**Work request:**
Among the entries below, find the lines holding "nodes" and copy them.

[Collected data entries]
-*-
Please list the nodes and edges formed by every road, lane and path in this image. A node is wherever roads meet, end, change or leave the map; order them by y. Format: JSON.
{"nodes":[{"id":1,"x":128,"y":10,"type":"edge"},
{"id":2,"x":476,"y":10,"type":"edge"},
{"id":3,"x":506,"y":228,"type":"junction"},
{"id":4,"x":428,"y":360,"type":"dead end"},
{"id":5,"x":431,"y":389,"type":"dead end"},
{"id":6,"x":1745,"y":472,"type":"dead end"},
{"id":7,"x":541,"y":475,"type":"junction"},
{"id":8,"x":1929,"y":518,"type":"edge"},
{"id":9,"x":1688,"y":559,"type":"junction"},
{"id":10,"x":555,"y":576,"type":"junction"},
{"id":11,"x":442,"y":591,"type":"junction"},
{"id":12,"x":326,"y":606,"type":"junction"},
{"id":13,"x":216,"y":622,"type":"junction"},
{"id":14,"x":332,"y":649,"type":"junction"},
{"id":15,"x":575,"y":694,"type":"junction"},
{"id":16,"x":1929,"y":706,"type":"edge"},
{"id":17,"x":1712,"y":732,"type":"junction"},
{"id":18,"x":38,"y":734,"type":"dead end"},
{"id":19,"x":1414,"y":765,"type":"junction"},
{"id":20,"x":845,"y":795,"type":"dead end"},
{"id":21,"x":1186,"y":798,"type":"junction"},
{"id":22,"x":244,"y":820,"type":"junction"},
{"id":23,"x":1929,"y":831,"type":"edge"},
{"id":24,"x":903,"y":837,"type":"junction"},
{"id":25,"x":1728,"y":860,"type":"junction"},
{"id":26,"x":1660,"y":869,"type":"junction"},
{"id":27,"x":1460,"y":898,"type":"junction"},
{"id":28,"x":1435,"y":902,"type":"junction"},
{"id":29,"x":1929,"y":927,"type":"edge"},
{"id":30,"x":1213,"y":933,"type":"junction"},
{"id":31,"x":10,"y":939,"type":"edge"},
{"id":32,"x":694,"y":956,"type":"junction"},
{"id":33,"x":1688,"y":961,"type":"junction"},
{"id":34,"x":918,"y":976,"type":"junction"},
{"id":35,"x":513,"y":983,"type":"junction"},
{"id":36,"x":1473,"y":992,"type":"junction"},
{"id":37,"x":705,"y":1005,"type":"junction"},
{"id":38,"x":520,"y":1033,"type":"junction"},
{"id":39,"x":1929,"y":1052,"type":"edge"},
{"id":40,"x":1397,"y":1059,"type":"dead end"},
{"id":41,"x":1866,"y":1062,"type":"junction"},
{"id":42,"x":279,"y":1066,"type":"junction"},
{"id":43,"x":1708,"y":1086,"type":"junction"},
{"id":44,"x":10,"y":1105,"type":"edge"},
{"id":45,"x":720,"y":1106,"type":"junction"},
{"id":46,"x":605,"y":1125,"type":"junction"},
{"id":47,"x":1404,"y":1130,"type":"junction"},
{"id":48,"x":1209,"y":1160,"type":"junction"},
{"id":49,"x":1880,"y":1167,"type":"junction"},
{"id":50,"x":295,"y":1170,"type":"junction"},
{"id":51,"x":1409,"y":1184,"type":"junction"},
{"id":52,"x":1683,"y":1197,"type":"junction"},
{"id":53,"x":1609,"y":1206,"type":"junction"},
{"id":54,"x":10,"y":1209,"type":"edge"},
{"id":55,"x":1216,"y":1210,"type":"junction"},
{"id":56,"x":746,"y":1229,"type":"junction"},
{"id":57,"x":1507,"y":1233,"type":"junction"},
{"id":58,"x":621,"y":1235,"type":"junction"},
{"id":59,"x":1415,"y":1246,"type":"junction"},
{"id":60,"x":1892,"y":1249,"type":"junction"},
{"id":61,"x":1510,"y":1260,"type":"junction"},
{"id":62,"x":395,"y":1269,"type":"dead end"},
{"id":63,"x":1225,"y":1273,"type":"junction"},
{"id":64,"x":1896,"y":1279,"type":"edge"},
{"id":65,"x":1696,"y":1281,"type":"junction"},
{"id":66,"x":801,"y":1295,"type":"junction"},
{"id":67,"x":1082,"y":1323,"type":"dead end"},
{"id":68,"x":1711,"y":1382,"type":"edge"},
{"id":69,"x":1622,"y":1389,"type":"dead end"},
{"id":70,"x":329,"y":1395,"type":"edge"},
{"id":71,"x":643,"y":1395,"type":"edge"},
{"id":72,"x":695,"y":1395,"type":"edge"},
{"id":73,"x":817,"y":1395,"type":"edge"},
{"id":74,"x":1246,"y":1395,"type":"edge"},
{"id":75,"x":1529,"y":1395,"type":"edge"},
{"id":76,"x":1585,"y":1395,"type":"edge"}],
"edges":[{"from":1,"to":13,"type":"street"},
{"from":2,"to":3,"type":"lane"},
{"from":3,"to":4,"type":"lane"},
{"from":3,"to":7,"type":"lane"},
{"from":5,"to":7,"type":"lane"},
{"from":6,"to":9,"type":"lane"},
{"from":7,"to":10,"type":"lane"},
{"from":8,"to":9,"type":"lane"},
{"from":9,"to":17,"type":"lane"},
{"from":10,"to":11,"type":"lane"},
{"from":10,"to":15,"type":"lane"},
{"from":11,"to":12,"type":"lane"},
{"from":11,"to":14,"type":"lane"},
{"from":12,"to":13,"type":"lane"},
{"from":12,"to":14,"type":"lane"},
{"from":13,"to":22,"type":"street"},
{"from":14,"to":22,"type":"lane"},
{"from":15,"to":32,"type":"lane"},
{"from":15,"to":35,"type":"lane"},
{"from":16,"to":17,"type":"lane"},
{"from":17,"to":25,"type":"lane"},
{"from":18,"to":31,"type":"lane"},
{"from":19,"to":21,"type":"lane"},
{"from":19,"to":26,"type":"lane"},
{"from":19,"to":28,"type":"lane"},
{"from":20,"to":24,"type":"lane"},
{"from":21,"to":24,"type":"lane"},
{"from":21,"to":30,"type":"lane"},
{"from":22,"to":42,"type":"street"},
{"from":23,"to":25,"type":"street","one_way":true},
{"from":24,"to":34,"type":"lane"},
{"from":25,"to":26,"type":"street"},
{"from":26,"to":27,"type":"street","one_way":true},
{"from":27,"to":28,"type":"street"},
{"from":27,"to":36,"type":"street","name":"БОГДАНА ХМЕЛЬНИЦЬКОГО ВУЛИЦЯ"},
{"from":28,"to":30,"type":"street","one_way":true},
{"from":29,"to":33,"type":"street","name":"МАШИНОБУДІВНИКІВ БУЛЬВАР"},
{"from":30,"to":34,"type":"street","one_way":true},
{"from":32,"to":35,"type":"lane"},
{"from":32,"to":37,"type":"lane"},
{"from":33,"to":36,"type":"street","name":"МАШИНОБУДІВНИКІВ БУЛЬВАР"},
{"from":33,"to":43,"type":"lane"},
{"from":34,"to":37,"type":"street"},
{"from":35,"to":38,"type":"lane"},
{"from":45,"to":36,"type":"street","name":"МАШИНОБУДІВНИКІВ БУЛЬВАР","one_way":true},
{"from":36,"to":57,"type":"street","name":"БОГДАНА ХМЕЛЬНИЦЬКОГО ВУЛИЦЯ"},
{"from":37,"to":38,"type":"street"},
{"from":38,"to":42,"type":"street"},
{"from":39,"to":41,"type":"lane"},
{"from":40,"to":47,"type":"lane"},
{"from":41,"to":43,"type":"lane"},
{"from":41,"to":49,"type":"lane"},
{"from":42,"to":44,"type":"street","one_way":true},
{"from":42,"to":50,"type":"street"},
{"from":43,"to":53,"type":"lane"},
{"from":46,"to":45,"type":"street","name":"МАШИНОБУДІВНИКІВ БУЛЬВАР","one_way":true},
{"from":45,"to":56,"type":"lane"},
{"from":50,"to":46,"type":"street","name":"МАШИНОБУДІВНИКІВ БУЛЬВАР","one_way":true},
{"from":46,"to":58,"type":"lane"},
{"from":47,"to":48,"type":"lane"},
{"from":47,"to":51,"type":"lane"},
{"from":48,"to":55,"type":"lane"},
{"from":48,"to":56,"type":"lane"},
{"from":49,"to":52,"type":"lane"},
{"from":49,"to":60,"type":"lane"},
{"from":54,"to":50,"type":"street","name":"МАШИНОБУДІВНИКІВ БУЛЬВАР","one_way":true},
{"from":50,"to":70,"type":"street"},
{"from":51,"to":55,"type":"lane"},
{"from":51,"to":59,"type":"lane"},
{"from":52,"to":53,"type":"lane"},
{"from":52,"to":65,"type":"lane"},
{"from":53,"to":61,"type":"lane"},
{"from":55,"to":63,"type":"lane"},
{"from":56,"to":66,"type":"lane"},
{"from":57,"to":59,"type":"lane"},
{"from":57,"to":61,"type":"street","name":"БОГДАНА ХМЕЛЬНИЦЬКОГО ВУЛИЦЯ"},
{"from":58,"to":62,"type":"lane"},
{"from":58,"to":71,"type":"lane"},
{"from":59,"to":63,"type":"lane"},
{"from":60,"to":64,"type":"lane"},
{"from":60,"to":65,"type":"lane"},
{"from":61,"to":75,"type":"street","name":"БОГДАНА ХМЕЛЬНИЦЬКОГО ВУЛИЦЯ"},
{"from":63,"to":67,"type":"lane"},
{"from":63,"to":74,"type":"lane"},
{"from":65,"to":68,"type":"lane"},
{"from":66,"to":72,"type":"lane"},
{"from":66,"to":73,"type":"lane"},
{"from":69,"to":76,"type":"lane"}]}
-*-
**Solution:**
Please list the nodes and edges formed by every road, lane and path in this image. A node is wherever roads meet, end, change or leave the map; order them by y. Format: JSON.
{"nodes":[{"id":1,"x":128,"y":10,"type":"edge"},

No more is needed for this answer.